◆ What is expected:
Starting with the first line and ending with the last, transcribe the data exactly.

==== Study material ====

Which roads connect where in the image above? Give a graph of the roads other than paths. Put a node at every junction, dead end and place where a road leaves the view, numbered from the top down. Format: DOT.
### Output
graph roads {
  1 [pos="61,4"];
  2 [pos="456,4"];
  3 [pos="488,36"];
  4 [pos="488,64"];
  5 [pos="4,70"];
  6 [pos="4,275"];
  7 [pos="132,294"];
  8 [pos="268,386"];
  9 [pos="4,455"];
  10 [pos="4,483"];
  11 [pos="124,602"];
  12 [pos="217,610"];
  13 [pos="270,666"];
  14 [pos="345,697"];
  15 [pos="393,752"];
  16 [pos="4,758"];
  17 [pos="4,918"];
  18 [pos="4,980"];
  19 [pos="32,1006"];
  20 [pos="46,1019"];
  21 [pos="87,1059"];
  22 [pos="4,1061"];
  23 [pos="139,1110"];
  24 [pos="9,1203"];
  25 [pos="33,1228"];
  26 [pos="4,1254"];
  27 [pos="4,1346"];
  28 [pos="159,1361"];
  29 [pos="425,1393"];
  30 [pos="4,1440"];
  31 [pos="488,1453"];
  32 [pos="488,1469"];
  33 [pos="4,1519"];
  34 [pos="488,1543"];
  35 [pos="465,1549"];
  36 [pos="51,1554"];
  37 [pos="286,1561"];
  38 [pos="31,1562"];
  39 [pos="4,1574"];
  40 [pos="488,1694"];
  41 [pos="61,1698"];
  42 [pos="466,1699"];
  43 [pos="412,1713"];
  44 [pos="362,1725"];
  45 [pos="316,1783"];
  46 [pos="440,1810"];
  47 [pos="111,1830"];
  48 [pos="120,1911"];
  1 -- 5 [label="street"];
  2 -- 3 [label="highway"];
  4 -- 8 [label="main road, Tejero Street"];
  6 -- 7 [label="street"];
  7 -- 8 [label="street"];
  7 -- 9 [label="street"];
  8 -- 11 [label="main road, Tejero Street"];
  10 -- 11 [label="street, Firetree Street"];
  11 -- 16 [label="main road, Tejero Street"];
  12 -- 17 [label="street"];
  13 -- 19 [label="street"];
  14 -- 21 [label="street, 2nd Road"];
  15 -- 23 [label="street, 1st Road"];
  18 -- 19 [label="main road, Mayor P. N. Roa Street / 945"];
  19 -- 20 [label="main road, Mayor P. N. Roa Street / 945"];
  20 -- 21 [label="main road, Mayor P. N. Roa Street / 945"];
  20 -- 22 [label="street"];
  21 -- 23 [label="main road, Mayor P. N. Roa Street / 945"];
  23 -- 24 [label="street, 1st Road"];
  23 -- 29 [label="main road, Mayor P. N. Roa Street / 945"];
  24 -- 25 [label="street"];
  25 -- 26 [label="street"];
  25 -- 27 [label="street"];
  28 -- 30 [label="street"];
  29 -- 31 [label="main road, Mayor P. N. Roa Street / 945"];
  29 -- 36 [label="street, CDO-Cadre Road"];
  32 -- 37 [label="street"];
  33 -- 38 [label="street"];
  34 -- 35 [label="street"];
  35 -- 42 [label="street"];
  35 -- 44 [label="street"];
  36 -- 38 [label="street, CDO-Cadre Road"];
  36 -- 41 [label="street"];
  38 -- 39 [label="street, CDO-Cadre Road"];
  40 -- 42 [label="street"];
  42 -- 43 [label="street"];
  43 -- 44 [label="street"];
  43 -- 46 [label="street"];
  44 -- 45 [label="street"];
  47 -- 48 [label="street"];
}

====

◆ Solution below:
Which roads connect where in the image above? Give a graph of the roads other than paths. Put a node at every junction, dead end and place where a road leaves the view, numbered from the top down. Format: DOT.
### Output
graph roads {
  1 [pos="61,4"];
  2 [pos="456,4"];
  3 [pos="488,36"];
  4 [pos="488,64"];
  5 [pos="4,70"];
  6 [pos="4,275"];
  7 [pos="132,294"];
  8 [pos="268,386"];
  9 [pos="4,455"];
  10 [pos="4,483"];
  11 [pos="124,602"];
  12 [pos="217,610"];
  13 [pos="270,666"];
  14 [pos="345,697"];
  15 [pos="393,752"];
  16 [pos="4,758"];
  17 [pos="4,918"];
  18 [pos="4,980"];
  19 [pos="32,1006"];
  20 [pos="46,1019"];
  21 [pos="87,1059"];
  22 [pos="4,1061"];
  23 [pos="139,1110"];
  24 [pos="9,1203"];
  25 [pos="33,1228"];
  26 [pos="4,1254"];
  27 [pos="4,1346"];
  28 [pos="159,1361"];
  29 [pos="425,1393"];
  30 [pos="4,1440"];
  31 [pos="488,1453"];
  32 [pos="488,1469"];
  33 [pos="4,1519"];
  34 [pos="488,1543"];
  35 [pos="465,1549"];
  36 [pos="51,1554"];
  37 [pos="286,1561"];
  38 [pos="31,1562"];
  39 [pos="4,1574"];
  40 [pos="488,1694"];
  41 [pos="61,1698"];
  42 [pos="466,1699"];
  43 [pos="412,1713"];
  44 [pos="362,1725"];
  45 [pos="316,1783"];
  46 [pos="440,1810"];
  47 [pos="111,1830"];
  48 [pos="120,1911"];
  1 -- 5 [label="street"];
  2 -- 3 [label="highway"];
  4 -- 8 [label="main road, Tejero Street"];
  6 -- 7 [label="street"];
  7 -- 8 [label="street"];
  7 -- 9 [label="street"];
  8 -- 11 [label="main road, Tejero Street"];
  10 -- 11 [label="street, Firetree Street"];
  11 -- 16 [label="main road, Tejero Street"];
  12 -- 17 [label="street"];
  13 -- 19 [label="street"];
  14 -- 21 [label="street, 2nd Road"];
  15 -- 23 [label="street, 1st Road"];
  18 -- 19 [label="main road, Mayor P. N. Roa Street / 945"];
  19 -- 20 [label="main road, Mayor P. N. Roa Street / 945"];
  20 -- 21 [label="main road, Mayor P. N. Roa Street / 945"];
  20 -- 22 [label="street"];
  21 -- 23 [label="main road, Mayor P. N. Roa Street / 945"];
  23 -- 24 [label="street, 1st Road"];
  23 -- 29 [label="main road, Mayor P. N. Roa Street / 945"];
  24 -- 25 [label="street"];
  25 -- 26 [label="street"];
  25 -- 27 [label="street"];
  28 -- 30 [label="street"];
  29 -- 31 [label="main road, Mayor P. N. Roa Street / 945"];
  29 -- 36 [label="street, CDO-Cadre Road"];
  32 -- 37 [label="street"];
  33 -- 38 [label="street"];
  34 -- 35 [label="street"];
  35 -- 42 [label="street"];
  35 -- 44 [label="street"];
  36 -- 38 [label="street, CDO-Cadre Road"];
  36 -- 41 [label="street"];
  38 -- 39 [label="street, CDO-Cadre Road"];
  40 -- 42 [label="street"];
  42 -- 43 [label="street"];
  43 -- 44 [label="street"];
  43 -- 46 [label="street"];
  44 -- 45 [label="street"];
  47 -- 48 [label="street"];
}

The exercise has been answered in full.